• [Task directions]:
The answer is the data repeated in full, with no pictures included.

• [Input for this task]:
+++

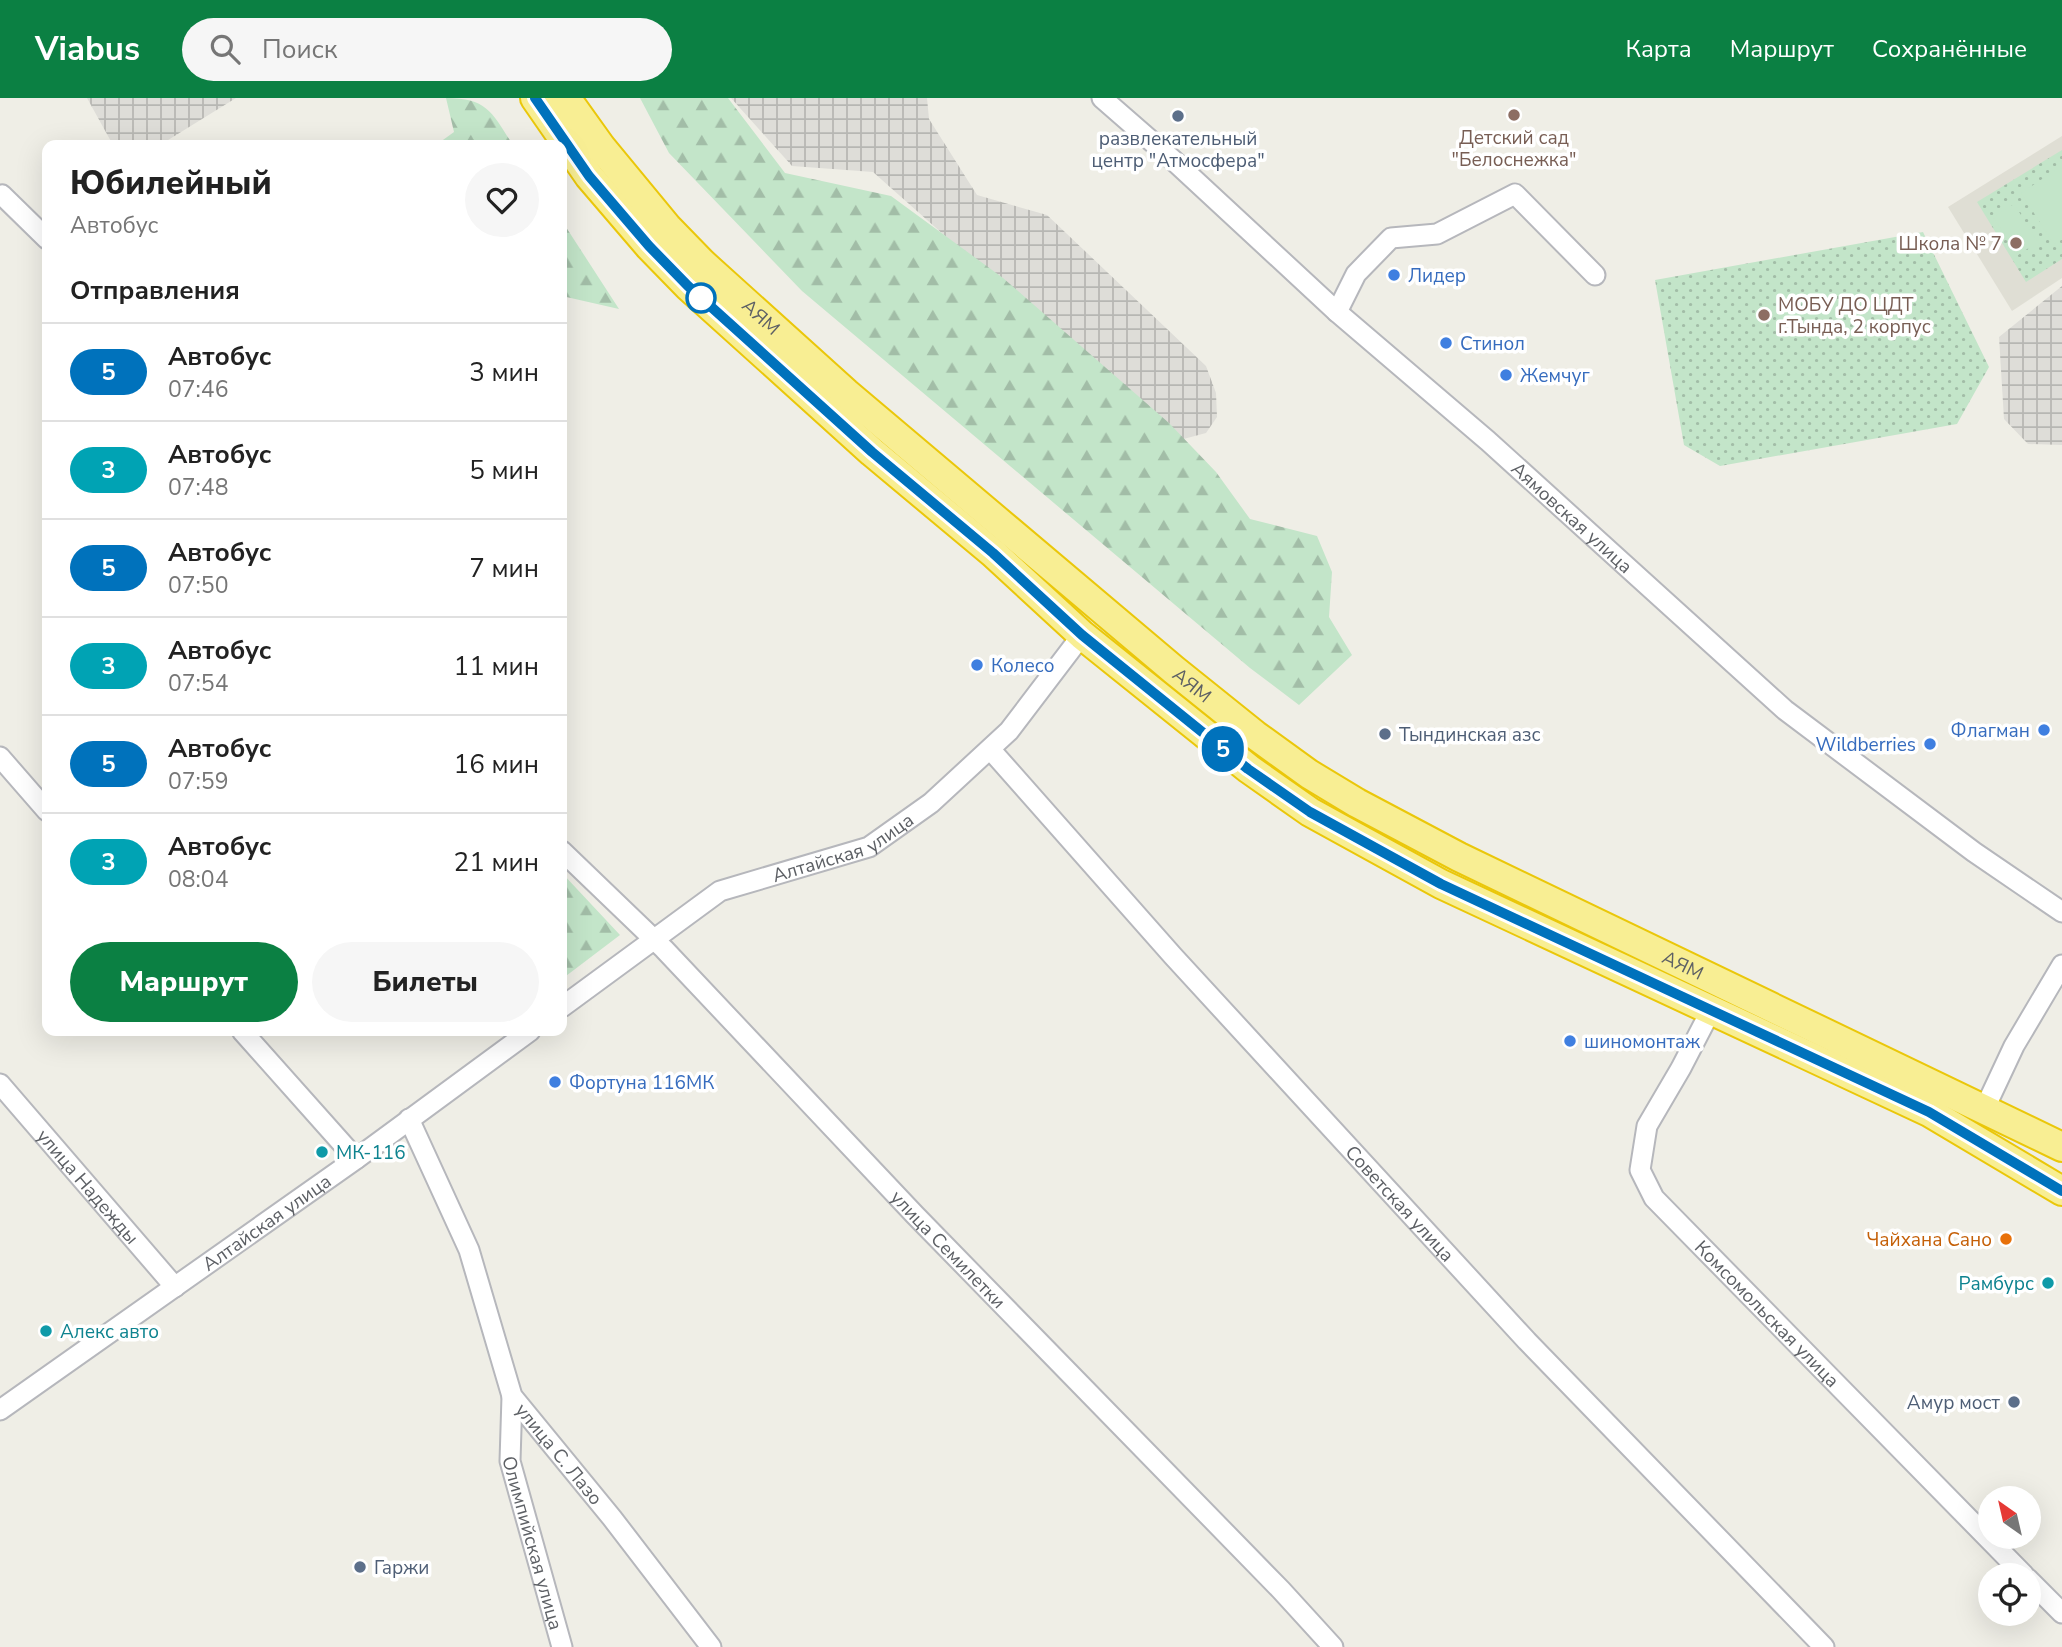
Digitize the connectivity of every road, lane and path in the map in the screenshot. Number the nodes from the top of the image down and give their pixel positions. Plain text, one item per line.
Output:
1 (535, 98) edge
2 (566, 98) edge
3 (1102, 98) edge
4 (564, 140) edge
5 (567, 144) edge
6 (0, 196) edge
7 (42, 234) edge
8 (1595, 275) dead end
9 (1337, 312) junction
10 (1082, 635) junction
11 (990, 749) junction
12 (0, 758) edge
13 (42, 805) edge
14 (567, 856) edge
15 (2062, 912) edge
16 (654, 939) junction
17 (2062, 965) edge
18 (567, 1003) edge
19 (1710, 1012) junction
20 (246, 1036) edge
21 (523, 1036) edge
22 (0, 1084) edge
23 (1984, 1110) junction
24 (409, 1119) junction
25 (2062, 1147) edge
26 (355, 1159) junction
27 (2062, 1191) edge
28 (175, 1287) junction
29 (512, 1396) junction
30 (0, 1410) edge
31 (2012, 1563) edge
32 (2041, 1592) edge
33 (2062, 1613) edge
34 (562, 1647) edge
35 (711, 1647) edge
36 (1333, 1647) edge
37 (1824, 1647) edge

1 - 4 highway, АЯМ
2 - 23 highway, АЯМ
3 - 9 street, Аямовская улица
5 - 10 highway, АЯМ
6 - 7 street
8 - 9 street
9 - 15 street, Аямовская улица
10 - 11 street, Алтайская улица
10 - 19 highway, АЯМ
11 - 16 street, Алтайская улица
11 - 37 street, Советская улица
12 - 13 street
14 - 16 street, улица Семилетки
16 - 18 street, Алтайская улица
16 - 36 street, улица Семилетки
17 - 23 street
19 - 27 highway, АЯМ
19 - 31 street, Комсомольская улица
20 - 26 street
21 - 24 street, Алтайская улица
22 - 28 street, улица Надежды
23 - 25 highway, АЯМ
24 - 26 street, Алтайская улица
24 - 29 street, улица С. Лазо
26 - 28 street, Алтайская улица
28 - 30 street, Алтайская улица
29 - 34 street, Олимпийская улица
29 - 35 street, улица С. Лазо
32 - 33 street

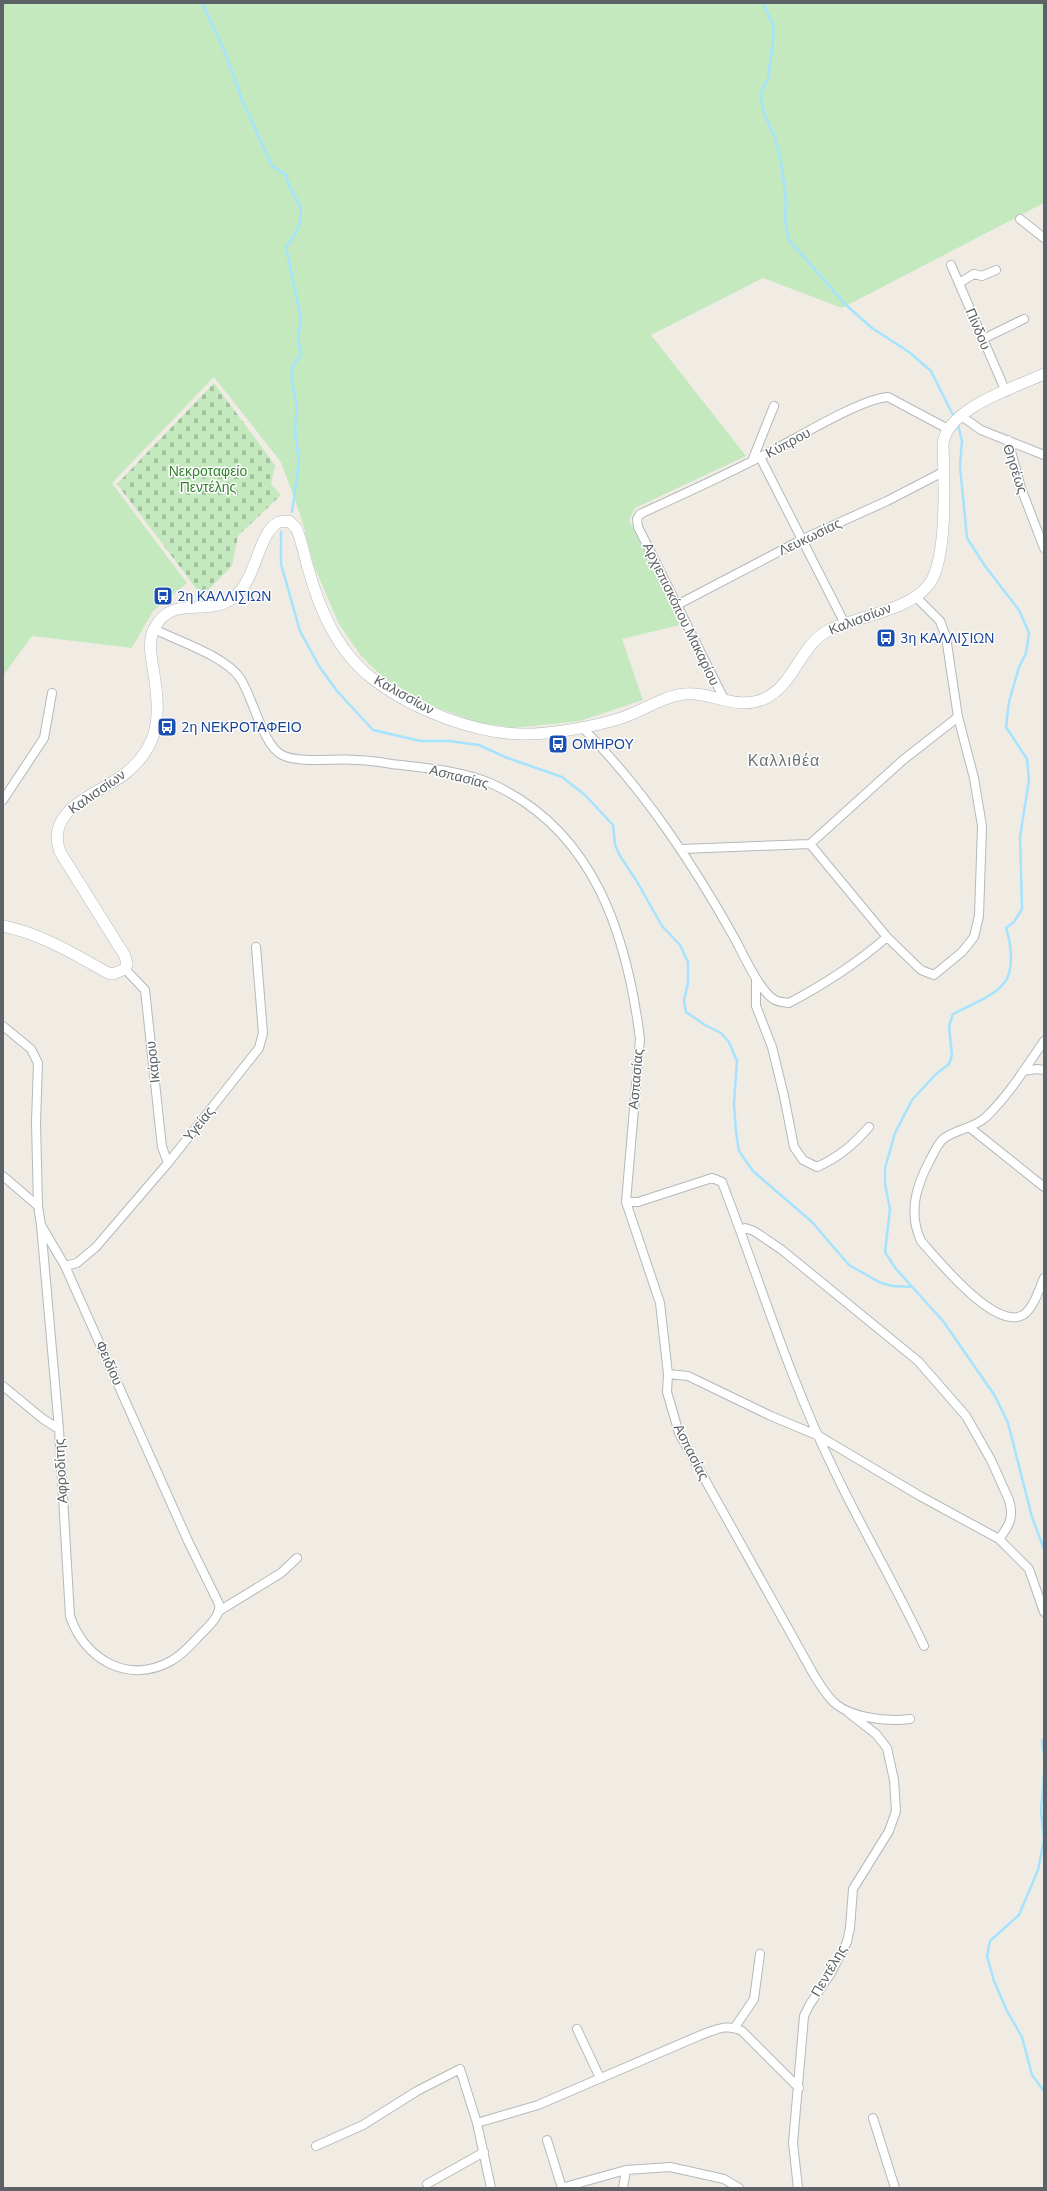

+++

• [Output of the task]:
Digitize the connectivity of every road, lane and path in the map in the screenshot. Number the nodes from the top of the image down and give their pixel positions. Plain text, one item per line.
Output:
1 (535, 98) edge
2 (566, 98) edge
3 (1102, 98) edge
4 (564, 140) edge
5 (567, 144) edge
6 (0, 196) edge
7 (42, 234) edge
8 (1595, 275) dead end
9 (1337, 312) junction
10 (1082, 635) junction
11 (990, 749) junction
12 (0, 758) edge
13 (42, 805) edge
14 (567, 856) edge
15 (2062, 912) edge
16 (654, 939) junction
17 (2062, 965) edge
18 (567, 1003) edge
19 (1710, 1012) junction
20 (246, 1036) edge
21 (523, 1036) edge
22 (0, 1084) edge
23 (1984, 1110) junction
24 (409, 1119) junction
25 (2062, 1147) edge
26 (355, 1159) junction
27 (2062, 1191) edge
28 (175, 1287) junction
29 (512, 1396) junction
30 (0, 1410) edge
31 (2012, 1563) edge
32 (2041, 1592) edge
33 (2062, 1613) edge
34 (562, 1647) edge
35 (711, 1647) edge
36 (1333, 1647) edge
37 (1824, 1647) edge

1 - 4 highway, АЯМ
2 - 23 highway, АЯМ
3 - 9 street, Аямовская улица
5 - 10 highway, АЯМ
6 - 7 street
8 - 9 street
9 - 15 street, Аямовская улица
10 - 11 street, Алтайская улица
10 - 19 highway, АЯМ
11 - 16 street, Алтайская улица
11 - 37 street, Советская улица
12 - 13 street
14 - 16 street, улица Семилетки
16 - 18 street, Алтайская улица
16 - 36 street, улица Семилетки
17 - 23 street
19 - 27 highway, АЯМ
19 - 31 street, Комсомольская улица
20 - 26 street
21 - 24 street, Алтайская улица
22 - 28 street, улица Надежды
23 - 25 highway, АЯМ
24 - 26 street, Алтайская улица
24 - 29 street, улица С. Лазо
26 - 28 street, Алтайская улица
28 - 30 street, Алтайская улица
29 - 34 street, Олимпийская улица
29 - 35 street, улица С. Лазо
32 - 33 street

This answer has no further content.